=== Begin Enclosure ===

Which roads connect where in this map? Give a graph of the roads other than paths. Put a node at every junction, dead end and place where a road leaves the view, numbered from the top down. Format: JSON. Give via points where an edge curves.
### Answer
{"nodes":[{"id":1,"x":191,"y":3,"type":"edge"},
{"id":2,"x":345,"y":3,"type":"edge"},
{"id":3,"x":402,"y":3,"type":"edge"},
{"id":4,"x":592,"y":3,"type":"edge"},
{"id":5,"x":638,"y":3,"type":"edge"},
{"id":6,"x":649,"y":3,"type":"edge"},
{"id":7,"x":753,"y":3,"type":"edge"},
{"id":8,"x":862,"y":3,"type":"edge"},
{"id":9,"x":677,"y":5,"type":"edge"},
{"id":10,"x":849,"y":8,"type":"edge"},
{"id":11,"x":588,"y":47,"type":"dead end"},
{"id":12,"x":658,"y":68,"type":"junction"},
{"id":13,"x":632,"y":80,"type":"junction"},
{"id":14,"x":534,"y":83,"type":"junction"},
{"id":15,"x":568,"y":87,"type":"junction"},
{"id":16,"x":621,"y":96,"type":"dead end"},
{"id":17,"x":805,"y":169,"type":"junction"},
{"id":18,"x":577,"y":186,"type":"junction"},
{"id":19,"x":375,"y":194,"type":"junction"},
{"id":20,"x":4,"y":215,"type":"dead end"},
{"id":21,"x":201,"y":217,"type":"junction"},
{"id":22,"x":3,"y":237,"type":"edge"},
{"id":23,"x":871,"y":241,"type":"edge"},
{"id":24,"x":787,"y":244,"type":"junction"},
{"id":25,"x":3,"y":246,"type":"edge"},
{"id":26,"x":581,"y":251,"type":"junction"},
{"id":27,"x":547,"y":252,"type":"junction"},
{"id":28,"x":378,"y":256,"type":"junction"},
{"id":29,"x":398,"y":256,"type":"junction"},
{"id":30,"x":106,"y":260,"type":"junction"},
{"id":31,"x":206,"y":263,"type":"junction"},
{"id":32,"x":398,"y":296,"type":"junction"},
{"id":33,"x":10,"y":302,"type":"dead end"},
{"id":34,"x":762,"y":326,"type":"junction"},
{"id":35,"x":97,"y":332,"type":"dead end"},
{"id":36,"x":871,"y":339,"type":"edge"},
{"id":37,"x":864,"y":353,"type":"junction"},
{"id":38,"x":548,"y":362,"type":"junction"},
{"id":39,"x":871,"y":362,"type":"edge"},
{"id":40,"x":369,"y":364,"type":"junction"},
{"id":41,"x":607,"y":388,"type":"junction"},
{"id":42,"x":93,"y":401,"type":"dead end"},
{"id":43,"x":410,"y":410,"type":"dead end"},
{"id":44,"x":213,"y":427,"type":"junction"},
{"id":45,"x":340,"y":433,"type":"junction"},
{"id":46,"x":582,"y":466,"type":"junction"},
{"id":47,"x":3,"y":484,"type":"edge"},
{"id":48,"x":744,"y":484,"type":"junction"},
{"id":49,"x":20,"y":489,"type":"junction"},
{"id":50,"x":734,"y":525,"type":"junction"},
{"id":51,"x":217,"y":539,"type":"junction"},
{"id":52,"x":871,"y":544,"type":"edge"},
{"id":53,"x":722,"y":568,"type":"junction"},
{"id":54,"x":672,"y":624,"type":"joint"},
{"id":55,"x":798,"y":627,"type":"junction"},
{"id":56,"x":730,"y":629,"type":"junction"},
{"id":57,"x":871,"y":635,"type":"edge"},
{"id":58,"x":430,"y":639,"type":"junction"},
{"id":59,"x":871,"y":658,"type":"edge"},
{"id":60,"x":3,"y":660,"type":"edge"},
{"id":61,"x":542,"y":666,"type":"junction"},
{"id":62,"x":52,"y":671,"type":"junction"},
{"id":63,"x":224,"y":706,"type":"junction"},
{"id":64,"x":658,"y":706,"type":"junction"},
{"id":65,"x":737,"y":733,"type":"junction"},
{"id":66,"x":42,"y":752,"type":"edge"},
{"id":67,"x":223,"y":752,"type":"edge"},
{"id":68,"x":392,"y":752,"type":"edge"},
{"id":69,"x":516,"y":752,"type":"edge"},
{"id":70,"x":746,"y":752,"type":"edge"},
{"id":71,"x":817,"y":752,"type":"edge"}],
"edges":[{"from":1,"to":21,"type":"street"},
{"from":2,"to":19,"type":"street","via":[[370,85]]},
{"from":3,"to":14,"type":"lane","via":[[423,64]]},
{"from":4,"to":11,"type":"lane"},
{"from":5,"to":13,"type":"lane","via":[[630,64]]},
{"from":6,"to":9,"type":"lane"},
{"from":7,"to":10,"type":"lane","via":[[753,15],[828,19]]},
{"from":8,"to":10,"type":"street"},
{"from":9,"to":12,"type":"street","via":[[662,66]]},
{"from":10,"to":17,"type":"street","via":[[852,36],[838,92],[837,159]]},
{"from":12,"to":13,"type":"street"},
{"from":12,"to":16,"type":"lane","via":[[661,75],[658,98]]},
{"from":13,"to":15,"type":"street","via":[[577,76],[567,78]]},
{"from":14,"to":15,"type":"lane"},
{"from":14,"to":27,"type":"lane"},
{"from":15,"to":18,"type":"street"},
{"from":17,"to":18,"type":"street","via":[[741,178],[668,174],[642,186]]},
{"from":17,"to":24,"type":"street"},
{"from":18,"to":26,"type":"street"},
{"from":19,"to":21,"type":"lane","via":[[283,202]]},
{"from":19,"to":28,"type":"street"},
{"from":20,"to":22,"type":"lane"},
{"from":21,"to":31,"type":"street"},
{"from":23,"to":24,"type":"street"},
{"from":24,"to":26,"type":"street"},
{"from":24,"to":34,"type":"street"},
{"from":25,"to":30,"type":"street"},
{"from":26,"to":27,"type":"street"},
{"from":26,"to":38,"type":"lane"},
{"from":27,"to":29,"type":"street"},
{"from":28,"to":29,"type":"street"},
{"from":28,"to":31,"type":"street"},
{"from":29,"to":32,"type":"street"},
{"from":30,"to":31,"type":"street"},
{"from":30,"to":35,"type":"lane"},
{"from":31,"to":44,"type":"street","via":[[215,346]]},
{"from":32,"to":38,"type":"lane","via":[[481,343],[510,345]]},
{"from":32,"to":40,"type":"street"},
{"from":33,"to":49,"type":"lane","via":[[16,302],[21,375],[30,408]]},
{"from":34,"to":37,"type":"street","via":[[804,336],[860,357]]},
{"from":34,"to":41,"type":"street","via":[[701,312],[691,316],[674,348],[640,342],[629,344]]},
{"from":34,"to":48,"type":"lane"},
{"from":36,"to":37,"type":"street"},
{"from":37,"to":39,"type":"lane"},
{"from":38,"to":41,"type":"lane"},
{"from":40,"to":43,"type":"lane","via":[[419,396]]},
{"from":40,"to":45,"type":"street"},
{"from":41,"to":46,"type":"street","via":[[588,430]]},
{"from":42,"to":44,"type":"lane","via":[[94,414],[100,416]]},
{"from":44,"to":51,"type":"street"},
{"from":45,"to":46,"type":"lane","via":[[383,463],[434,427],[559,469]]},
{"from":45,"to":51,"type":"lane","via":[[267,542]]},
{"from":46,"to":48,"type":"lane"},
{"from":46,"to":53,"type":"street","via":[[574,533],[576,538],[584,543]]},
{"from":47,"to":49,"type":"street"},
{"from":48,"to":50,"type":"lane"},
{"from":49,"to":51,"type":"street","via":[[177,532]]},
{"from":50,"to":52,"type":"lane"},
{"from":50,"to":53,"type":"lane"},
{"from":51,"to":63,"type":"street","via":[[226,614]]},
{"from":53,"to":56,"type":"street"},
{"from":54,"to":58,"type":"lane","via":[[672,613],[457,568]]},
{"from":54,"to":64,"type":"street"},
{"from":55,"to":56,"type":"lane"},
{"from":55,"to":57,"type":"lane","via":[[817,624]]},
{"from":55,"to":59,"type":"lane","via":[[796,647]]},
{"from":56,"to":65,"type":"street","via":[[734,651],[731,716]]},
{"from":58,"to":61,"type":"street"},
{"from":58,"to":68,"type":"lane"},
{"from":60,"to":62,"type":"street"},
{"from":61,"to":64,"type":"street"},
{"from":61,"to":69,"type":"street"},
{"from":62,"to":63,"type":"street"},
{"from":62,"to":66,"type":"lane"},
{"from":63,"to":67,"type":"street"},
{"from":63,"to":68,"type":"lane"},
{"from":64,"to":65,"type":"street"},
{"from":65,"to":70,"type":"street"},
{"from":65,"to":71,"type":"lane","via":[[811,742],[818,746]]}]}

=== End Enclosure ===

Would you filter the records and copy out each line containing "dead"?

Which roads connect where in this map? Give a graph of the roads other than paths. Put a node at every junction, dead end and place where a road leaves the view, numbered from the top down. Format: JSON. Give via points where an edge curves.
{"id":11,"x":588,"y":47,"type":"dead end"},
{"id":16,"x":621,"y":96,"type":"dead end"},
{"id":20,"x":4,"y":215,"type":"dead end"},
{"id":33,"x":10,"y":302,"type":"dead end"},
{"id":35,"x":97,"y":332,"type":"dead end"},
{"id":42,"x":93,"y":401,"type":"dead end"},
{"id":43,"x":410,"y":410,"type":"dead end"},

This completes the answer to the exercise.